« Mais au fait, avez-vous déjà vu un steadicam en action ? ». Telle fut la première question posée par Garrett Brown à l’assistance. Surprises, un grand nombre des personnes présentes n’en avaient jamais vu. Un opérateur équipé de son steadicam évoluait sur la scène.
Garrett a décrit sa machine : « Un steadicam est composé de quatre éléments et son fonctionnement repose sur la répartition des masses autour du centre de gravité (le milieu de la caméra), voilà pour le principe. La caméra est fixée sur un axe (le post), les batteries sont fixées en bas du post et permettent un équilibre des masses. Le post est relié par une fourche (le gimble) au bras muni de ressorts et articulé. Ce bras articulé est fixé sur le harnais porté par l’opérateur. Le bras articulé permet de compenser le poids de la machine, il est similaire à un bras humain. L’ensemble est un système flottant qui permet de faire des mouvements de caméra stables comme en apesanteur. Les masses sont équilibrées et centrées de manière à ce que la caméra flotte et puisse être maniée dans tous les axes avec deux doigts. Un moniteur vidéo est fixé assez bas de manière à voir facilement le cadre. La caméra est, bien sûr, reliée à ce dernier par un câble. »

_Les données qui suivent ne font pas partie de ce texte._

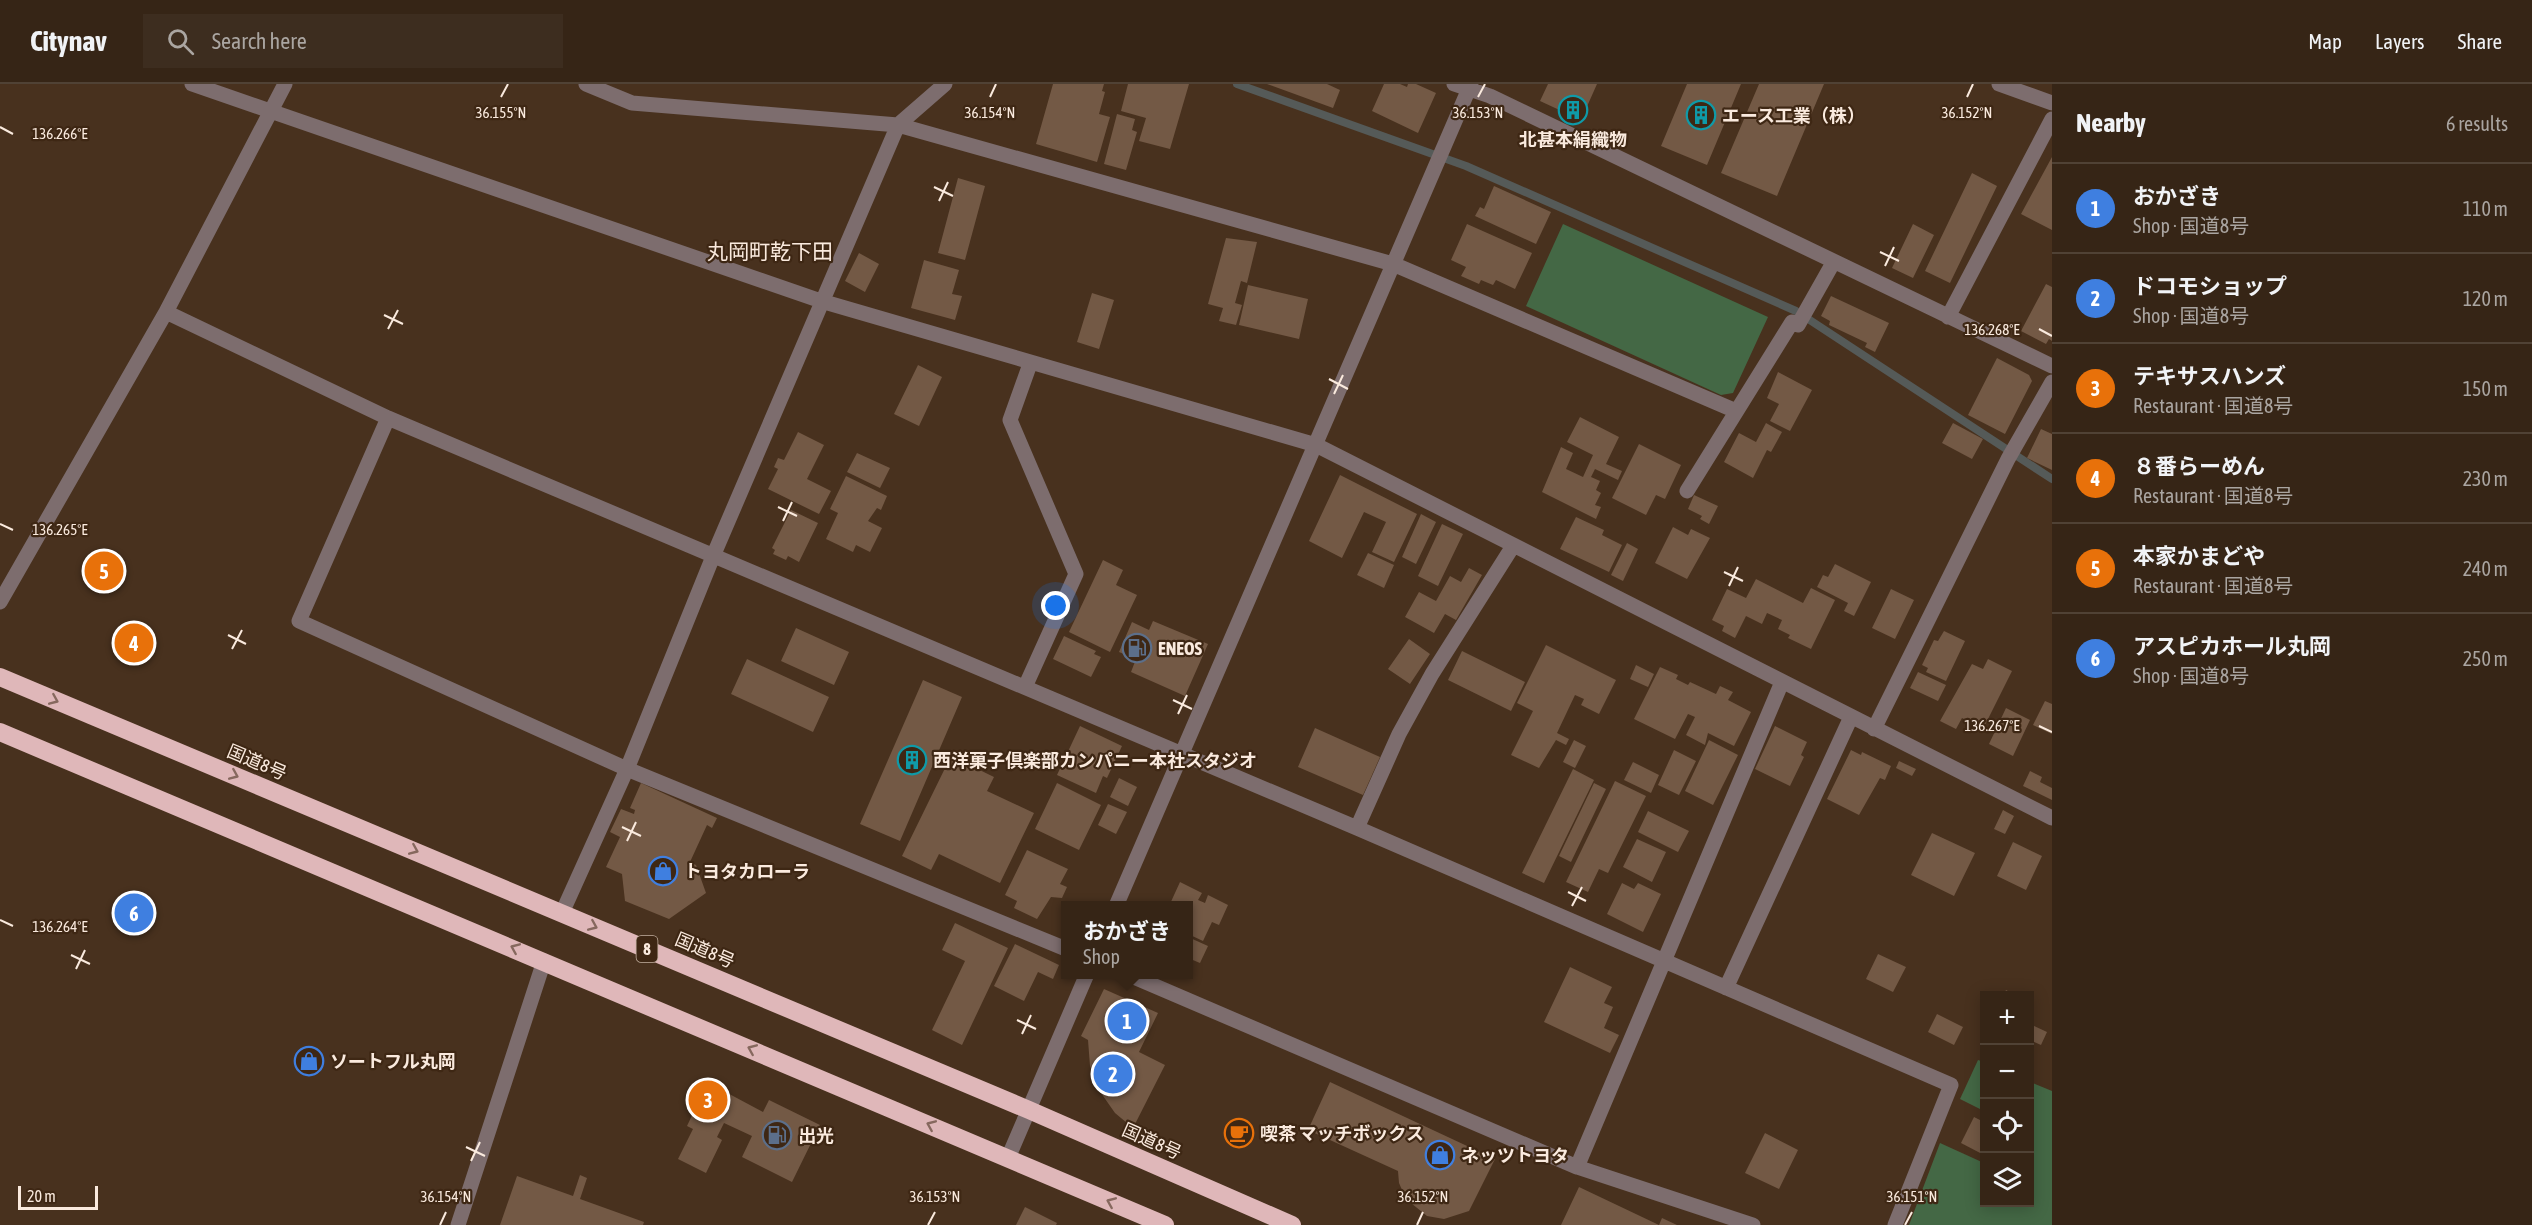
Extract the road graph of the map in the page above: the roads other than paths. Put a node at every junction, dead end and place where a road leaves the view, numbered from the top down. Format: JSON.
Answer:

Le steadicam ne cesse d’être amélioré
L’invention préférée de Garrett Brown est le « Tango ». C’est une extension du steadicam qui permet à l’opérateur de faire danser sa caméra en s’approchant au plus près des acteurs. Elle permet de monter et descendre l’axe optique avec une grande amplitude. Selon lui, Eric Catlan est le meilleur pour le manier. Il aimerait voir cette invention revivre, mais elle n’est pas à vendre.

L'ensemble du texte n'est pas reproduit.